[SOURCE RECORDS Boundary: Start]

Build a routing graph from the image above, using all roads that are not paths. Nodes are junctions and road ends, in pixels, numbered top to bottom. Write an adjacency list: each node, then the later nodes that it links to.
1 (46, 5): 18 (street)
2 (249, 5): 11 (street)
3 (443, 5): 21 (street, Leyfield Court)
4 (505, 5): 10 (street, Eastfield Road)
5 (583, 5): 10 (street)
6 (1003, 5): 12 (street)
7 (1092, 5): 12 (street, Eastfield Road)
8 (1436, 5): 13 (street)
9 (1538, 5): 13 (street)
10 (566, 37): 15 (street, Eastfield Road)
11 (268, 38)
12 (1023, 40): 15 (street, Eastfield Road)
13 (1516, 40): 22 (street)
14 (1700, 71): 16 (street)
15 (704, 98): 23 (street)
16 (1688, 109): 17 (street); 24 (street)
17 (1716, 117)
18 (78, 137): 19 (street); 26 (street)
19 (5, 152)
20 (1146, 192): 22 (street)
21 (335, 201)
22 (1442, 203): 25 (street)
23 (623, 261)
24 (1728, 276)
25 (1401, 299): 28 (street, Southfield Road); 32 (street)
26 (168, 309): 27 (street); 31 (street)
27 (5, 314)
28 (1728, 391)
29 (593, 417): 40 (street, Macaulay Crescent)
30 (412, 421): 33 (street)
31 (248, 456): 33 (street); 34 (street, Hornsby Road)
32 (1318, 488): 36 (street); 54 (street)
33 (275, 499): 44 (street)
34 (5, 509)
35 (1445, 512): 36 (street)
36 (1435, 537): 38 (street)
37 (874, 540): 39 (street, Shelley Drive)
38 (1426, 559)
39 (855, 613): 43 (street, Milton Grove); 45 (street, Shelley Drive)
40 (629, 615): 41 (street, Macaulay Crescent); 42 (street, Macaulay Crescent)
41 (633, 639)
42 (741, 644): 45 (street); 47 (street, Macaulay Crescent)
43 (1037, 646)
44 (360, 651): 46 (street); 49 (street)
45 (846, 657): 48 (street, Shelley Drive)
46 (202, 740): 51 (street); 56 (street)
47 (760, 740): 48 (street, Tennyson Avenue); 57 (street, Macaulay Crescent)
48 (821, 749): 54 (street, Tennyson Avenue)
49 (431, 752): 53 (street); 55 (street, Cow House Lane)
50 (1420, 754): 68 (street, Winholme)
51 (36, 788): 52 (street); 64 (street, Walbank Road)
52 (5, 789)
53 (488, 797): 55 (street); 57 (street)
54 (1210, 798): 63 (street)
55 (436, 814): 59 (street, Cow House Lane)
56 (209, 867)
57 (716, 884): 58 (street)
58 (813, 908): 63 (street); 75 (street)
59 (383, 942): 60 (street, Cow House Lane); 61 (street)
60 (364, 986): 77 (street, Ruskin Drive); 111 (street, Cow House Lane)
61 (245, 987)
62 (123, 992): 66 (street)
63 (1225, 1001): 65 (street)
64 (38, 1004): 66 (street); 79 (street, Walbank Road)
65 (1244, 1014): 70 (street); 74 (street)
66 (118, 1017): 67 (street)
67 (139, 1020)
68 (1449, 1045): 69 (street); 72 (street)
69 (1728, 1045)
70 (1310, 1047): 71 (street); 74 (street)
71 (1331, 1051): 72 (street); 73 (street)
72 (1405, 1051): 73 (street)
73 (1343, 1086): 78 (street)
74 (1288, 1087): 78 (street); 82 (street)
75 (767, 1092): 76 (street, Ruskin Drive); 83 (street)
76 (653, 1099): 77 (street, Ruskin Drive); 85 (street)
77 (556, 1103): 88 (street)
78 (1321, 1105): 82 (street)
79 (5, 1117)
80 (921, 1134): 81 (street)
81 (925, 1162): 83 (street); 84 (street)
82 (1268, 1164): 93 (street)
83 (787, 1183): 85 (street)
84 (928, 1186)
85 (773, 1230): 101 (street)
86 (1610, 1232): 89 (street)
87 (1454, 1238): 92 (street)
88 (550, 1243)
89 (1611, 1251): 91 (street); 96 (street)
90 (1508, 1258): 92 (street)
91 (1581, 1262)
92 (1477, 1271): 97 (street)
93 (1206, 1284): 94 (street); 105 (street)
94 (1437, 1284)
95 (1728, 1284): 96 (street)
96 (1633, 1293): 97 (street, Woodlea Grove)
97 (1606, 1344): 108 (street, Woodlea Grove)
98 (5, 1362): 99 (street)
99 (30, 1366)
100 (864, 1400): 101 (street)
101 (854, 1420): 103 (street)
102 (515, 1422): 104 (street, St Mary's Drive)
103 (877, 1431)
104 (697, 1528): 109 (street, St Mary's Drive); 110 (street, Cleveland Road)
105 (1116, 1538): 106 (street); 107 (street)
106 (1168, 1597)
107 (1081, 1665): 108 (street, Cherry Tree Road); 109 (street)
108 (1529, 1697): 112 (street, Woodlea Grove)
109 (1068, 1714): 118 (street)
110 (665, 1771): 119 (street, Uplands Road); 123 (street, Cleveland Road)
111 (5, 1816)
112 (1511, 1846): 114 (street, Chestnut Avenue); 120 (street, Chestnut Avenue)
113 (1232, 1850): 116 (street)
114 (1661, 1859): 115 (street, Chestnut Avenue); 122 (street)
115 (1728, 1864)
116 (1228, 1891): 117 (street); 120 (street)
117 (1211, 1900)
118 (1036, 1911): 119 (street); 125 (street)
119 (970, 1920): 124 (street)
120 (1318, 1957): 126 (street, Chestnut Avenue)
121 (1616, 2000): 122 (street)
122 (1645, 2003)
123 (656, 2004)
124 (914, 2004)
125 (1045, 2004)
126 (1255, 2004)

[SOURCE RECORDS Boundary: End]

WORK TO COMPLETE -
All of the entries above are to be written out again exactly.

TASK ANSWER -
Build a routing graph from the image above, using all roads that are not paths. Nodes are junctions and road ends, in pixels, numbered top to bottom. Write an adjacency list: each node, then the later nodes that it links to.
1 (46, 5): 18 (street)
2 (249, 5): 11 (street)
3 (443, 5): 21 (street, Leyfield Court)
4 (505, 5): 10 (street, Eastfield Road)
5 (583, 5): 10 (street)
6 (1003, 5): 12 (street)
7 (1092, 5): 12 (street, Eastfield Road)
8 (1436, 5): 13 (street)
9 (1538, 5): 13 (street)
10 (566, 37): 15 (street, Eastfield Road)
11 (268, 38)
12 (1023, 40): 15 (street, Eastfield Road)
13 (1516, 40): 22 (street)
14 (1700, 71): 16 (street)
15 (704, 98): 23 (street)
16 (1688, 109): 17 (street); 24 (street)
17 (1716, 117)
18 (78, 137): 19 (street); 26 (street)
19 (5, 152)
20 (1146, 192): 22 (street)
21 (335, 201)
22 (1442, 203): 25 (street)
23 (623, 261)
24 (1728, 276)
25 (1401, 299): 28 (street, Southfield Road); 32 (street)
26 (168, 309): 27 (street); 31 (street)
27 (5, 314)
28 (1728, 391)
29 (593, 417): 40 (street, Macaulay Crescent)
30 (412, 421): 33 (street)
31 (248, 456): 33 (street); 34 (street, Hornsby Road)
32 (1318, 488): 36 (street); 54 (street)
33 (275, 499): 44 (street)
34 (5, 509)
35 (1445, 512): 36 (street)
36 (1435, 537): 38 (street)
37 (874, 540): 39 (street, Shelley Drive)
38 (1426, 559)
39 (855, 613): 43 (street, Milton Grove); 45 (street, Shelley Drive)
40 (629, 615): 41 (street, Macaulay Crescent); 42 (street, Macaulay Crescent)
41 (633, 639)
42 (741, 644): 45 (street); 47 (street, Macaulay Crescent)
43 (1037, 646)
44 (360, 651): 46 (street); 49 (street)
45 (846, 657): 48 (street, Shelley Drive)
46 (202, 740): 51 (street); 56 (street)
47 (760, 740): 48 (street, Tennyson Avenue); 57 (street, Macaulay Crescent)
48 (821, 749): 54 (street, Tennyson Avenue)
49 (431, 752): 53 (street); 55 (street, Cow House Lane)
50 (1420, 754): 68 (street, Winholme)
51 (36, 788): 52 (street); 64 (street, Walbank Road)
52 (5, 789)
53 (488, 797): 55 (street); 57 (street)
54 (1210, 798): 63 (street)
55 (436, 814): 59 (street, Cow House Lane)
56 (209, 867)
57 (716, 884): 58 (street)
58 (813, 908): 63 (street); 75 (street)
59 (383, 942): 60 (street, Cow House Lane); 61 (street)
60 (364, 986): 77 (street, Ruskin Drive); 111 (street, Cow House Lane)
61 (245, 987)
62 (123, 992): 66 (street)
63 (1225, 1001): 65 (street)
64 (38, 1004): 66 (street); 79 (street, Walbank Road)
65 (1244, 1014): 70 (street); 74 (street)
66 (118, 1017): 67 (street)
67 (139, 1020)
68 (1449, 1045): 69 (street); 72 (street)
69 (1728, 1045)
70 (1310, 1047): 71 (street); 74 (street)
71 (1331, 1051): 72 (street); 73 (street)
72 (1405, 1051): 73 (street)
73 (1343, 1086): 78 (street)
74 (1288, 1087): 78 (street); 82 (street)
75 (767, 1092): 76 (street, Ruskin Drive); 83 (street)
76 (653, 1099): 77 (street, Ruskin Drive); 85 (street)
77 (556, 1103): 88 (street)
78 (1321, 1105): 82 (street)
79 (5, 1117)
80 (921, 1134): 81 (street)
81 (925, 1162): 83 (street); 84 (street)
82 (1268, 1164): 93 (street)
83 (787, 1183): 85 (street)
84 (928, 1186)
85 (773, 1230): 101 (street)
86 (1610, 1232): 89 (street)
87 (1454, 1238): 92 (street)
88 (550, 1243)
89 (1611, 1251): 91 (street); 96 (street)
90 (1508, 1258): 92 (street)
91 (1581, 1262)
92 (1477, 1271): 97 (street)
93 (1206, 1284): 94 (street); 105 (street)
94 (1437, 1284)
95 (1728, 1284): 96 (street)
96 (1633, 1293): 97 (street, Woodlea Grove)
97 (1606, 1344): 108 (street, Woodlea Grove)
98 (5, 1362): 99 (street)
99 (30, 1366)
100 (864, 1400): 101 (street)
101 (854, 1420): 103 (street)
102 (515, 1422): 104 (street, St Mary's Drive)
103 (877, 1431)
104 (697, 1528): 109 (street, St Mary's Drive); 110 (street, Cleveland Road)
105 (1116, 1538): 106 (street); 107 (street)
106 (1168, 1597)
107 (1081, 1665): 108 (street, Cherry Tree Road); 109 (street)
108 (1529, 1697): 112 (street, Woodlea Grove)
109 (1068, 1714): 118 (street)
110 (665, 1771): 119 (street, Uplands Road); 123 (street, Cleveland Road)
111 (5, 1816)
112 (1511, 1846): 114 (street, Chestnut Avenue); 120 (street, Chestnut Avenue)
113 (1232, 1850): 116 (street)
114 (1661, 1859): 115 (street, Chestnut Avenue); 122 (street)
115 (1728, 1864)
116 (1228, 1891): 117 (street); 120 (street)
117 (1211, 1900)
118 (1036, 1911): 119 (street); 125 (street)
119 (970, 1920): 124 (street)
120 (1318, 1957): 126 (street, Chestnut Avenue)
121 (1616, 2000): 122 (street)
122 (1645, 2003)
123 (656, 2004)
124 (914, 2004)
125 (1045, 2004)
126 (1255, 2004)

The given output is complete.